# Work required
Report back every line below that carries the word "Left".

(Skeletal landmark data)

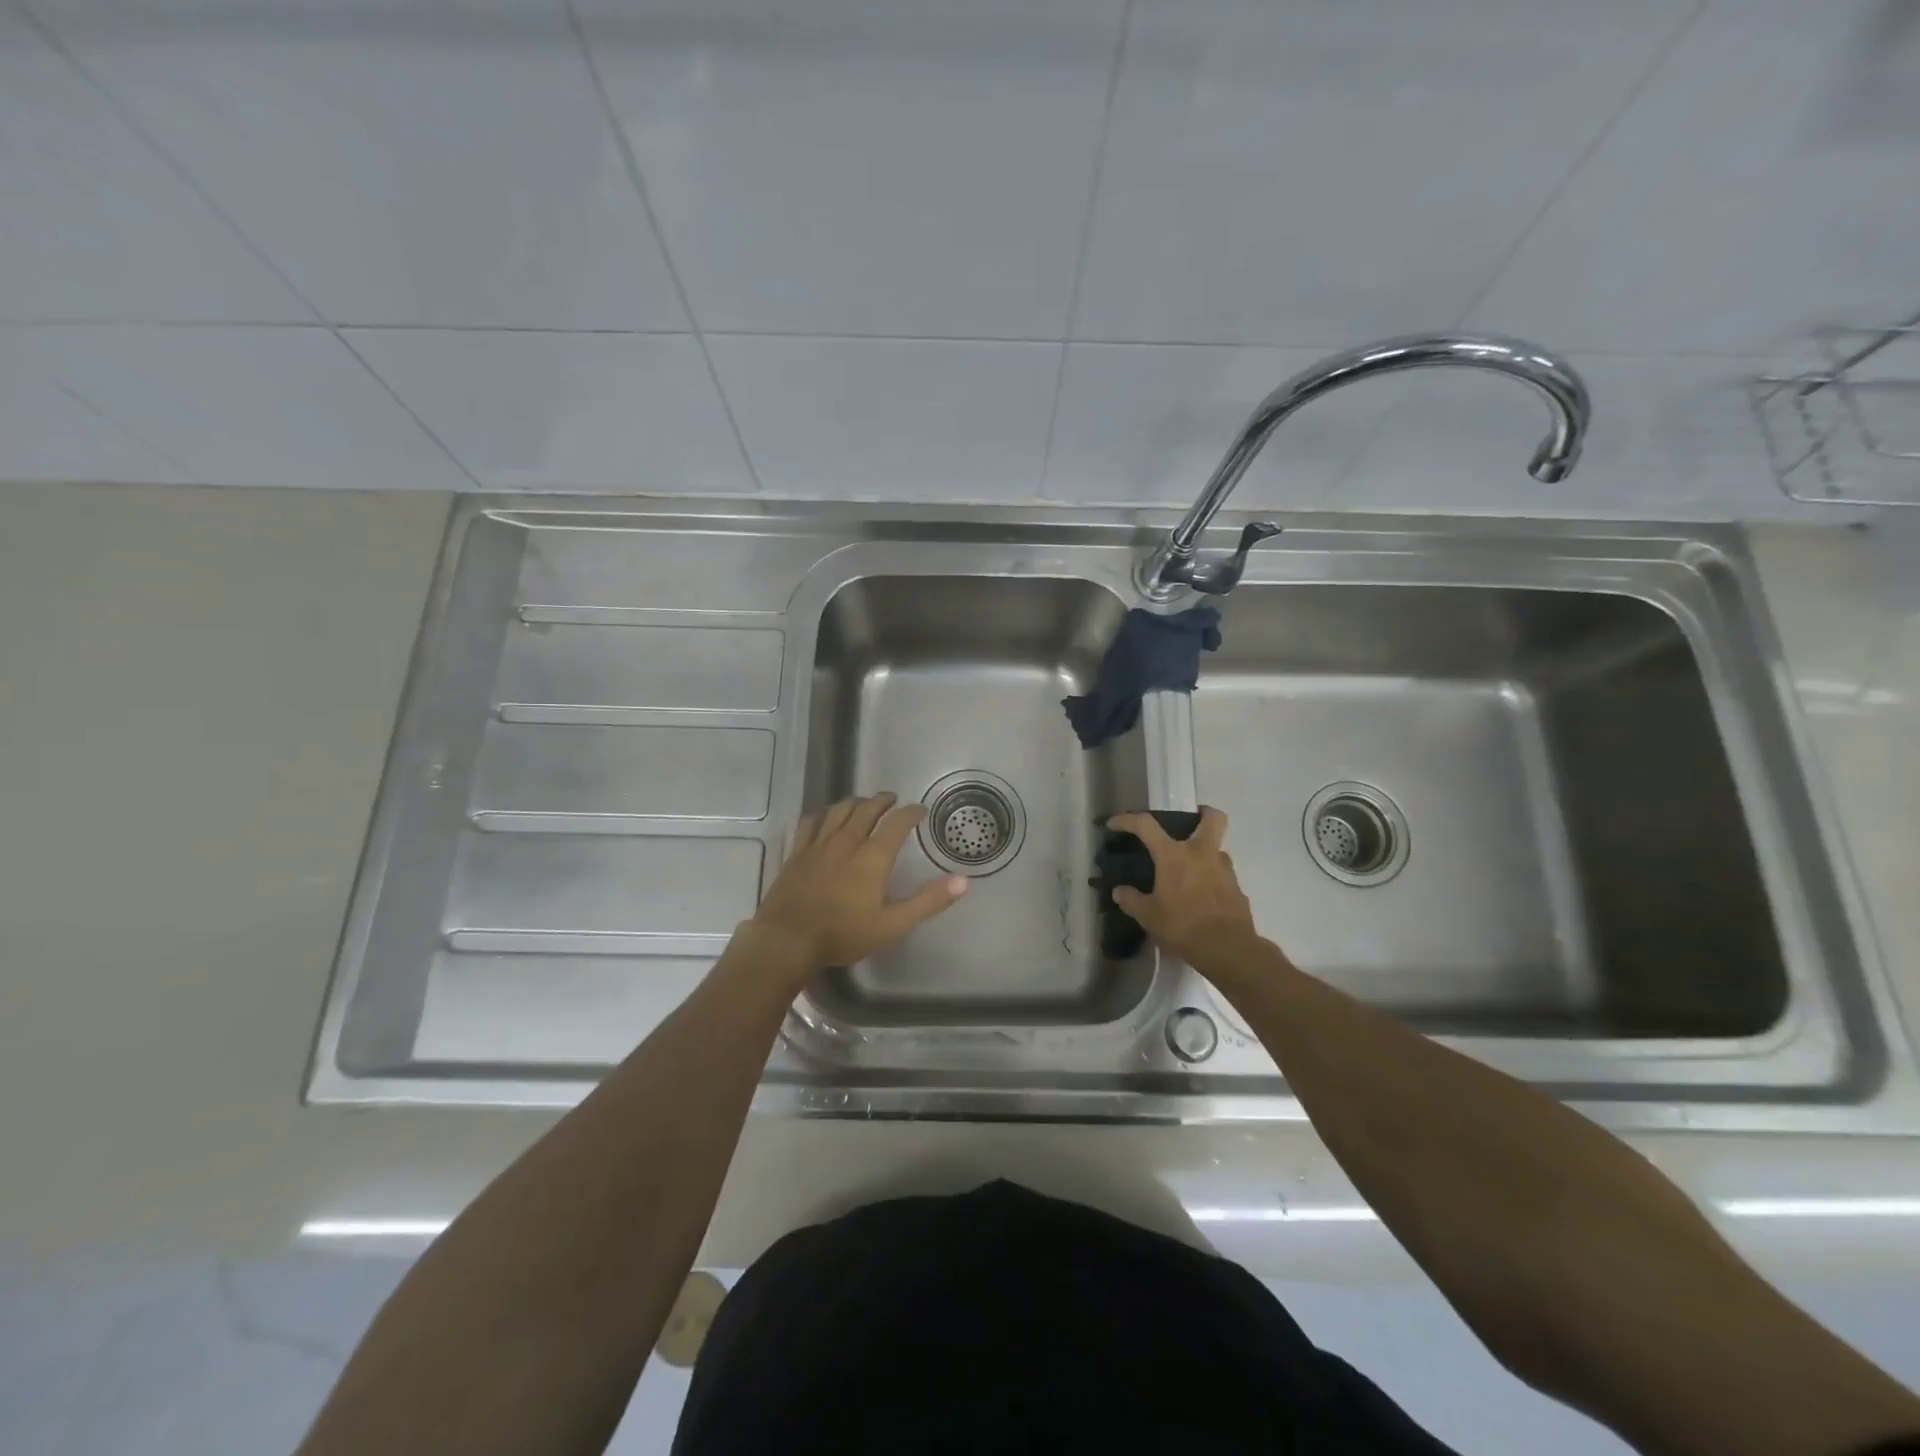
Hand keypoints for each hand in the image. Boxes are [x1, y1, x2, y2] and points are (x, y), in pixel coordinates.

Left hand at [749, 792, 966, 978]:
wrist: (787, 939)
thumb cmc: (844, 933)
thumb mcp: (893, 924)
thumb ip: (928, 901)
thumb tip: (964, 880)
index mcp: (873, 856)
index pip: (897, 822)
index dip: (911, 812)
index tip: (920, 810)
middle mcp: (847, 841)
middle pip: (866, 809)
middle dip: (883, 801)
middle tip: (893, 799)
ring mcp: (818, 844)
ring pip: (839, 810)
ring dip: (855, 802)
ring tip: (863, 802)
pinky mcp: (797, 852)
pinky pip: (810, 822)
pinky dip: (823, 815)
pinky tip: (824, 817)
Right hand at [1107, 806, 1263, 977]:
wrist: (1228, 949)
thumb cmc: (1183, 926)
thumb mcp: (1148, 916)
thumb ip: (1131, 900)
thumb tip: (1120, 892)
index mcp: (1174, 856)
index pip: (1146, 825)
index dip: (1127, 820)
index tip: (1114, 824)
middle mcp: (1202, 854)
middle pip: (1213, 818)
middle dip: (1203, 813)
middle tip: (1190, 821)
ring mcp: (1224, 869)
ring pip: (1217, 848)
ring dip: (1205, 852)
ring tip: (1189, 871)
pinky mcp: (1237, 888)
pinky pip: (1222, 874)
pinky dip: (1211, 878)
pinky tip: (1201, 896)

...

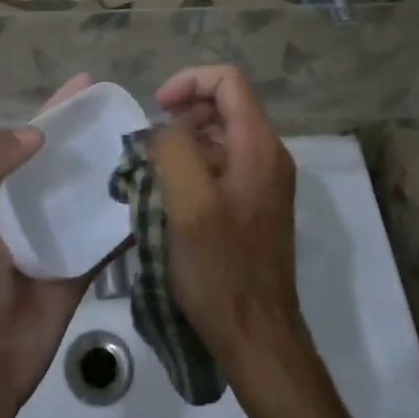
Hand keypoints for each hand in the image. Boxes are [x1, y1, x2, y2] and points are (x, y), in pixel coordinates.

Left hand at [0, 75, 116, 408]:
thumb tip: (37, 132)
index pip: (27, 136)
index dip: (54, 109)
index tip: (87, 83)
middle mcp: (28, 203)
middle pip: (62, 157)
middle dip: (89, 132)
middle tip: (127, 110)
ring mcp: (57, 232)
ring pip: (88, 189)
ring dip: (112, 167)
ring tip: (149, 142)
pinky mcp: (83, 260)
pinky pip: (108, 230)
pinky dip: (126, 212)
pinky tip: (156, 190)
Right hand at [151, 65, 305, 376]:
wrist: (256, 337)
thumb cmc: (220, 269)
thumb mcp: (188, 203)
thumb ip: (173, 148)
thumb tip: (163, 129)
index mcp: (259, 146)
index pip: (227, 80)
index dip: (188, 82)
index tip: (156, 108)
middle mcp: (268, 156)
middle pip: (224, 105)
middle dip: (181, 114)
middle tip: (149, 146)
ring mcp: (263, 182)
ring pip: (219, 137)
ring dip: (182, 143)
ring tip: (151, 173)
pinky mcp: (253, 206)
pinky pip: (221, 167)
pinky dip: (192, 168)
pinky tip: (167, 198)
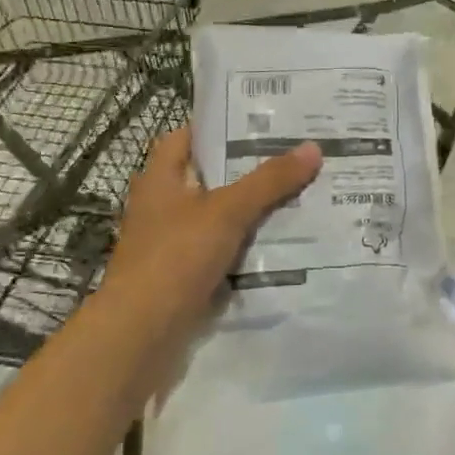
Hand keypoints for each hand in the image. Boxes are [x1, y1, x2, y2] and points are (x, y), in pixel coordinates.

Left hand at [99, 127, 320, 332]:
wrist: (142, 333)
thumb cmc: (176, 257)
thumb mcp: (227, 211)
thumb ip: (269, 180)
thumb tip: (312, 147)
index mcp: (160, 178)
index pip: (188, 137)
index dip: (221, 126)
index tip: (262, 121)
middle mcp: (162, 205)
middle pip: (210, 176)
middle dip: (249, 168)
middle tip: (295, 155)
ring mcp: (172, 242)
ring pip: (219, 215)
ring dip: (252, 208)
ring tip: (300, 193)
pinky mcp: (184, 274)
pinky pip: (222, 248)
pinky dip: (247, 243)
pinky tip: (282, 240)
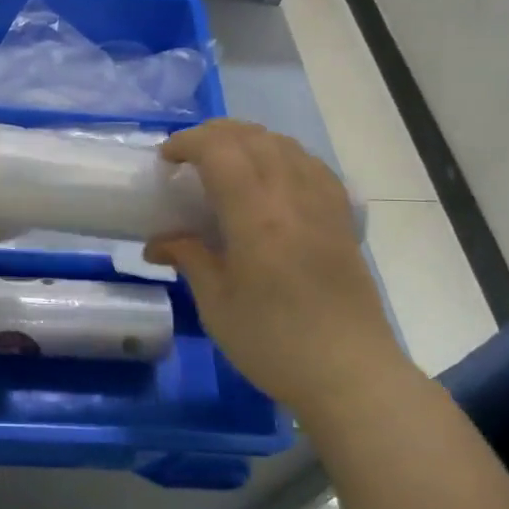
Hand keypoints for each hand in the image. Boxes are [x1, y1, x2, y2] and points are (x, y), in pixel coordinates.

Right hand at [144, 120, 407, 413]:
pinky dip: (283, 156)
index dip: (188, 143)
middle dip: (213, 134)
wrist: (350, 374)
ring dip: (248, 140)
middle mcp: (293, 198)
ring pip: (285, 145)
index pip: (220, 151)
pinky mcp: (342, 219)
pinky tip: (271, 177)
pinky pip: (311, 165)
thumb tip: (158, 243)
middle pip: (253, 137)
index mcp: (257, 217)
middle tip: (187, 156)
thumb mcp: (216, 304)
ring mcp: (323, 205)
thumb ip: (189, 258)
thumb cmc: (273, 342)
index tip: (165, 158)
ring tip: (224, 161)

# Solved exercise
Left hand at [749, 792, 966, 978]:
Left hand at [0, 75, 116, 408]:
Left hand at [99, 127, 320, 332]:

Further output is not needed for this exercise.